4 Turkey Breast Cutlets
Dozen Asparagus Spears Trimmed
4 Tablespoons Fat Free Cream Cheese
1 Clove Garlic Minced
2 Teaspoons Chopped Green Onion
1/4 Teaspoon Dried Tarragon
1/8 Teaspoon Pepper
1 Egg
2 Tablespoons Skim Milk
3/4 Cup Bread Crumbs
1/4 Cup Grated Parmesan Cheese
Flatten #turkey cutlets between waxed paper using a meat mallet or rolling pinto an even thickness.
#Boil asparagus to desired softness.
Place 3 asparagus spears on each cutlet and top with 1/4 of the cream cheese mixture.
Roll cutlets from shorter side and secure with toothpicks.
Combine egg and milk and mix well.
Combine #breadcrumbs and #Parmesan cheese on a plate and set aside.
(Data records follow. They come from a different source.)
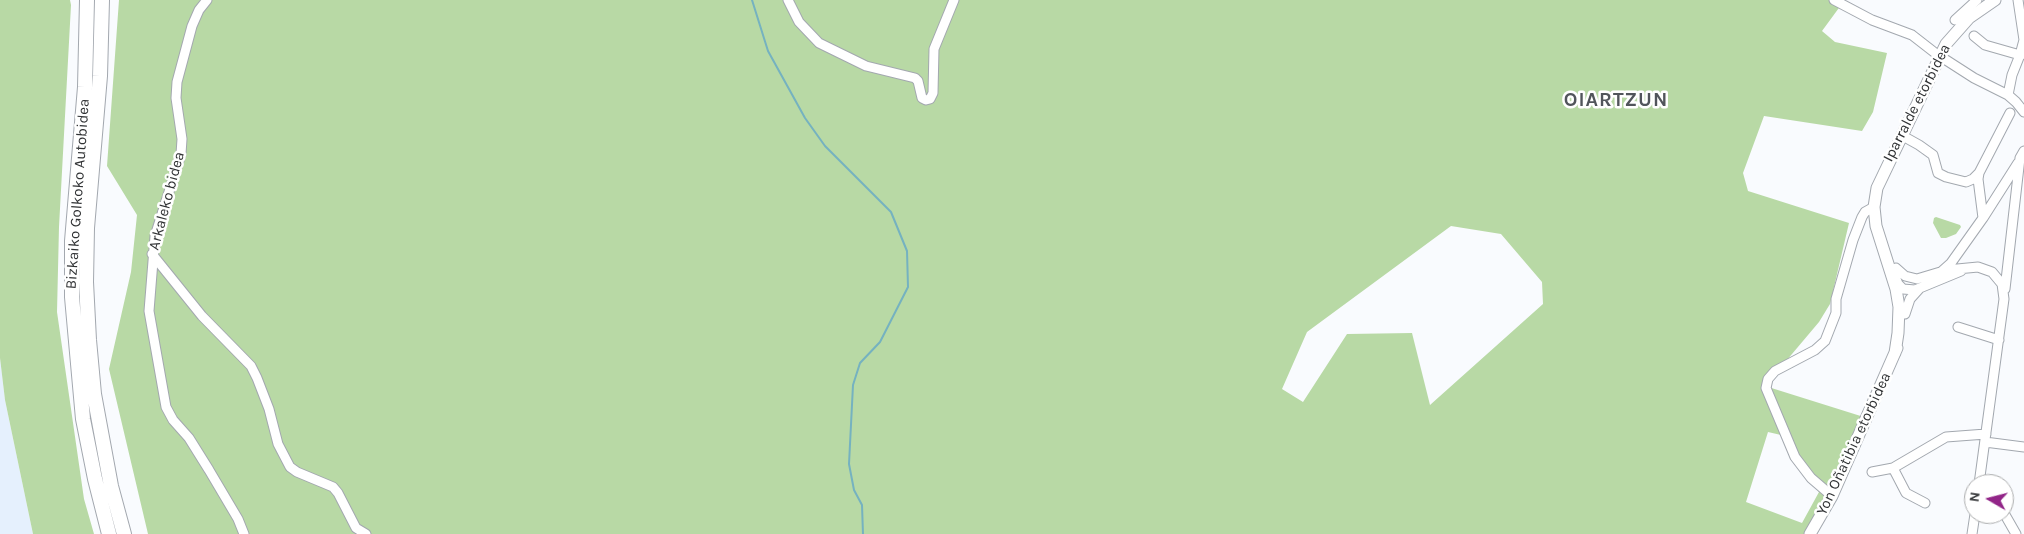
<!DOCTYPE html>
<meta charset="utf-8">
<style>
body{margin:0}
#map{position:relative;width:2024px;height:534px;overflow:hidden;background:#f9fbfe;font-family:Karla,sans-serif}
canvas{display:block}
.north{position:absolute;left:1964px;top:474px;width:50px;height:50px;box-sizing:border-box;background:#fff;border:1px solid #acadae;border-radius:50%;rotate:278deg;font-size:14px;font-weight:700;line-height:20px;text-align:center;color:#303234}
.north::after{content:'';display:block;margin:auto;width:18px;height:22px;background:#922588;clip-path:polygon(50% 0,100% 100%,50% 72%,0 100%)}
</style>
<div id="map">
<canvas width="2024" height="534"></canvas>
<div class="north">N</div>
</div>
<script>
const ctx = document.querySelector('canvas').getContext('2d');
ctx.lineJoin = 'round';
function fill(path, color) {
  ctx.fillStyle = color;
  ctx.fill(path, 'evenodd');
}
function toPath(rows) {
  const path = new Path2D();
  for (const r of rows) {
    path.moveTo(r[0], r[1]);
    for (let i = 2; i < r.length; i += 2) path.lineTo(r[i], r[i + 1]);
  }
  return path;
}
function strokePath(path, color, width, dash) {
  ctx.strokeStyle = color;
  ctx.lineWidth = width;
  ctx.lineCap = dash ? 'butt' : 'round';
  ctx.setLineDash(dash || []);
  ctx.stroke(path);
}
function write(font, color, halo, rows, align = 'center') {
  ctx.font = font + ' Karla,sans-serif';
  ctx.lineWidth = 5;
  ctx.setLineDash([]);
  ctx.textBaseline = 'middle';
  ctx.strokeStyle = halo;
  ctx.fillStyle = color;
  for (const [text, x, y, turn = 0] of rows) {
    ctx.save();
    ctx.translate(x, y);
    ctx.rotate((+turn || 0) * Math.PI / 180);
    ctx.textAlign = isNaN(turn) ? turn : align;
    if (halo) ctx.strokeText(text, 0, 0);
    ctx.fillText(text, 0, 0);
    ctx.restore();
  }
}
const built = toPath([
 [0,358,5,400,33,534,0,534]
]);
const green = toPath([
 [0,0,70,0,71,5,59,227,57,312,84,499,94,534,33,534,5,400,0,358],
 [119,0,1842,0,1844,1,1822,31,1835,42,1887,53,1873,112,1862,131,1764,116,1743,173,1748,191,1849,223,1830,304,1819,322,1765,386,1867,418,1810,534,148,534,109,369,131,272,137,215,107,166],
 [1451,226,1501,234,1542,282,1543,304,1430,405,1412,333,1347,334,1303,402,1282,389,1307,332],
 [1768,432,1781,435,1819,492,1802,523,1746,502],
 [1936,217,1960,225,1961,227,1956,234,1946,238,1941,238,1933,223,1934,218]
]);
const stream = toPath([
 [752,0,768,51,805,118,825,146,891,212,907,251,908,287,880,342,860,363,853,385,849,464,854,490,862,505,863,534]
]);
const minor = toPath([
 [207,0,199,10,192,26,177,82,176,98,182,139,181,154,155,236,149,311,166,407,173,420,189,438,209,470,238,519,244,534],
 [788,0,799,22,819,43,866,66,915,78,918,81,922,98,926,100,930,99,933,93,934,49,954,0],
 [1834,0,1872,20,1912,35,1939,56],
 [1955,20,1977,0],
 [1974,36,1985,45,2020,55,2024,40,2018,0],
 [1946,60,1974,78,2008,95,2016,102,2024,112],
 [2008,95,2012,75,2020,55,2024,54],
 [1901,135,1919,145,1933,155,1938,173,1946,177,1966,182,1973,179,1979,173],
 [1983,218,1978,179,1979,173,2010,113],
 [152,254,202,316,251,366,257,378,269,409,278,444,290,467,297,472,333,487,338,493,356,528,366,534],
 [1896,268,1905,276,1917,279,1947,270,1978,267,1992,272,2002,284,2004,299,1979,484],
 [1942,271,1951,263,1983,218,2018,163],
 [1896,279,1898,284,1903,289,1915,290,1961,271],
 [2005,289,2020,158,2024,151],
 [1905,314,1910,299,1919,289],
 [1958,327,1999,340],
 [1985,442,2024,447],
 [1893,468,1906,493,1925,503],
 [1872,472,1893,468,1946,437,1986,434],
 [1832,496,1811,478,1795,457,1766,388,1768,379,1775,371,1815,350,1825,341,1836,313,1836,299,1853,240,1862,217,1865,212,1874,207],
 [2004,513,2016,534],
 [1972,534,1975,514]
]);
const major = toPath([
 [1895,353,1898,333,1899,307,1896,289,1876,226,1874,207,1877,188,1946,44,1969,18,1995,0],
 [1810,534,1832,496,1897,348]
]);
const highway = toPath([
 [87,0,85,87,72,241,72,297,83,419,95,479,109,534],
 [102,0,100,76,87,228,86,282,89,340,94,394,111,486,124,534]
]);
const streetNames = [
 ["Iparralde etorbidea",1917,103,-63],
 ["Bizkaiko Golkoko Autobidea",78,194,-86],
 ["Arkaleko bidea",167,201,-75],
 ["Yon Oñatibia etorbidea",1854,444,-65]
];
const districtNames = [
 ["OIARTZUN",1616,100]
];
fill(built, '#e5f0fd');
fill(green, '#b8d9a5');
strokePath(stream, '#75b2c0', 2);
strokePath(minor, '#a3a8af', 11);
strokePath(major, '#a3a8af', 13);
strokePath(highway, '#a3a8af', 16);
strokePath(minor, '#fff', 9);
strokePath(major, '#fff', 11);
strokePath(highway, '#fff', 14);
write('15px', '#303234', '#fff', streetNames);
ctx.letterSpacing = '1px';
write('bold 20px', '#51555b', '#fff', districtNames);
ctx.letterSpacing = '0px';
</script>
Dip turkey rolls into egg #mixture then dredge in breadcrumbs.
Place in a #baking dish sprayed with nonstick cooking spray.
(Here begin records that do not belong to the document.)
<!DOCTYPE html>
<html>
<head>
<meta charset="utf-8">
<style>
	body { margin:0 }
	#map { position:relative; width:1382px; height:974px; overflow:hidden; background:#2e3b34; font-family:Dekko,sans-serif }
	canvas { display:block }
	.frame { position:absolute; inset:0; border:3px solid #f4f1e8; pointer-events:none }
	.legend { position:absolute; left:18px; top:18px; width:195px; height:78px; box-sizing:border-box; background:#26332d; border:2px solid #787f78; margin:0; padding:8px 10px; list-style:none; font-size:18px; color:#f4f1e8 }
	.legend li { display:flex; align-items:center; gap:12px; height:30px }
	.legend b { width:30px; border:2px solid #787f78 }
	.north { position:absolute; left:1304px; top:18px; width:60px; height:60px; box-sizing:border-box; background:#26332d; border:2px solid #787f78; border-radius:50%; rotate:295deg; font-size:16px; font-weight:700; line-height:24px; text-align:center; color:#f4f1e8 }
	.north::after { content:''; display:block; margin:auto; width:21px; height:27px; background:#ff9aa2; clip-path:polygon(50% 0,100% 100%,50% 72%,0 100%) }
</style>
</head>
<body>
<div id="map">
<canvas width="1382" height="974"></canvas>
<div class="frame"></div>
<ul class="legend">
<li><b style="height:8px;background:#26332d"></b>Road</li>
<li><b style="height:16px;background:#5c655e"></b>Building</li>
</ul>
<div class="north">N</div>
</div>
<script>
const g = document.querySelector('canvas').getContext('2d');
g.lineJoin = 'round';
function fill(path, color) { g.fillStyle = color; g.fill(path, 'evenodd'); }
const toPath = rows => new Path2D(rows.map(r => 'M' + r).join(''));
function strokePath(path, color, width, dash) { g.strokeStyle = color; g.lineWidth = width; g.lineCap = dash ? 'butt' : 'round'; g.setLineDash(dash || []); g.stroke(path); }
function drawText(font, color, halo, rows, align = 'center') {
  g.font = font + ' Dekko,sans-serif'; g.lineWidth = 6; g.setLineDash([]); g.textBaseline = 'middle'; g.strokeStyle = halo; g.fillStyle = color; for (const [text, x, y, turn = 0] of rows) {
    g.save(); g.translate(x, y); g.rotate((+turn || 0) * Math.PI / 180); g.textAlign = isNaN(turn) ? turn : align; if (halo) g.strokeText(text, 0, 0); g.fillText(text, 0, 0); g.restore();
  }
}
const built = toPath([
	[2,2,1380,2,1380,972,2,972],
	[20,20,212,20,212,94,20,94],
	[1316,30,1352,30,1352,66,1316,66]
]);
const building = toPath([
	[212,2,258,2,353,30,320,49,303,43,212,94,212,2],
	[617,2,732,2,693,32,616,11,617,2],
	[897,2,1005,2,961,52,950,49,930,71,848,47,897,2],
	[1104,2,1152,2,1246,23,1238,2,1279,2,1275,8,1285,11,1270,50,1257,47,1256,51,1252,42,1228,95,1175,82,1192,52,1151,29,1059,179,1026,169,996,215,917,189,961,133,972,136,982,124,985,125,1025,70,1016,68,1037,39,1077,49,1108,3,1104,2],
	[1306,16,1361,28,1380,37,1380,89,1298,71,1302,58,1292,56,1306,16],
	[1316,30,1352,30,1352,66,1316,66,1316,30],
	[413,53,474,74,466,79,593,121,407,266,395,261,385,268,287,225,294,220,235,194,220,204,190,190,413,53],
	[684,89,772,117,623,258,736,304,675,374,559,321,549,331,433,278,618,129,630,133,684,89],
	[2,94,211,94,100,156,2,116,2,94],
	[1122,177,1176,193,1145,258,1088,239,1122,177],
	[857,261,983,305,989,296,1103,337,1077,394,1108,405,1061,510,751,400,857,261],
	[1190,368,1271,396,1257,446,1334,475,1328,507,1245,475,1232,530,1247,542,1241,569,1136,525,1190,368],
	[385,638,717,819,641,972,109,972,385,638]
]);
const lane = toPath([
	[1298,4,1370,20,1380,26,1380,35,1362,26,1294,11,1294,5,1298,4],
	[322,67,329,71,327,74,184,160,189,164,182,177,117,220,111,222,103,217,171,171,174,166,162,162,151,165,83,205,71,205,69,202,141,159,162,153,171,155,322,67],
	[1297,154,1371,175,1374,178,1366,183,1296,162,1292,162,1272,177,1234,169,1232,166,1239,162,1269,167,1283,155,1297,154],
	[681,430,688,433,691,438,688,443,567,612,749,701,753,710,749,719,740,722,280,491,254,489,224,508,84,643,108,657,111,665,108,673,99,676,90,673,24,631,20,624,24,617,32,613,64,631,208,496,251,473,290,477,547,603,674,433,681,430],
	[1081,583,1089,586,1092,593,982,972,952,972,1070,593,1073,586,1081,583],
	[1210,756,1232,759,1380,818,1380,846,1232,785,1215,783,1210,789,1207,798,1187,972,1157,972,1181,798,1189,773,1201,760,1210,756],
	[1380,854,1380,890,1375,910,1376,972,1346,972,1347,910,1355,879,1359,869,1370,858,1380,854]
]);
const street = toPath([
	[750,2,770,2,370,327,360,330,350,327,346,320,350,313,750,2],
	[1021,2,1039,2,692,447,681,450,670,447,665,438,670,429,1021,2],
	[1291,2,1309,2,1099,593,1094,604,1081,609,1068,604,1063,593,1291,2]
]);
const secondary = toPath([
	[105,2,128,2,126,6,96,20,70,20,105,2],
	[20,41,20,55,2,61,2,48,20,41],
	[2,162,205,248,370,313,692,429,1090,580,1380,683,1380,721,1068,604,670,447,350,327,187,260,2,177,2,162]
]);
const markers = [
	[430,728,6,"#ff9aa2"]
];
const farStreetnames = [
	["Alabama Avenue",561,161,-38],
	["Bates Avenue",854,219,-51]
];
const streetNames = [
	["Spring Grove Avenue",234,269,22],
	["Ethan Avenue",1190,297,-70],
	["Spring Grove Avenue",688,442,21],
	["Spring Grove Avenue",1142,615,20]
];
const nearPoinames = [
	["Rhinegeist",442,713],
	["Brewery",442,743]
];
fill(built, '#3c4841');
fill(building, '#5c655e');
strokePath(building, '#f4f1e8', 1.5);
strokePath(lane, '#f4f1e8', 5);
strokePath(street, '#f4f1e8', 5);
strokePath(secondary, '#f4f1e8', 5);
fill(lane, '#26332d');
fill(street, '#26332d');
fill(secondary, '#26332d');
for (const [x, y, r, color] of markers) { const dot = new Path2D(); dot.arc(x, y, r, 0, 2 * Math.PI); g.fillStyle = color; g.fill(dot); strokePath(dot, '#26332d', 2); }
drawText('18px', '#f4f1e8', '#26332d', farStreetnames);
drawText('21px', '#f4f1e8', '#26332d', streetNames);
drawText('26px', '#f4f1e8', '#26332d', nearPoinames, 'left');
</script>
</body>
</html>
Bake at 375 degrees for 25-30 minutes or until turkey is no longer pink.
Makes 4 Servings
Serving size: 1 stuffed #cutlet
Nutrients per serving
Calories: 228
Total fat: 5 grams
Saturated fat: 2 grams
Cholesterol: 97mg
Sodium: 523 mg
Carbohydrate: 19 grams
Protein: 26 grams
Dietary fiber: 2 grams
You can #substitute with chicken breast if the turkey has been pardoned.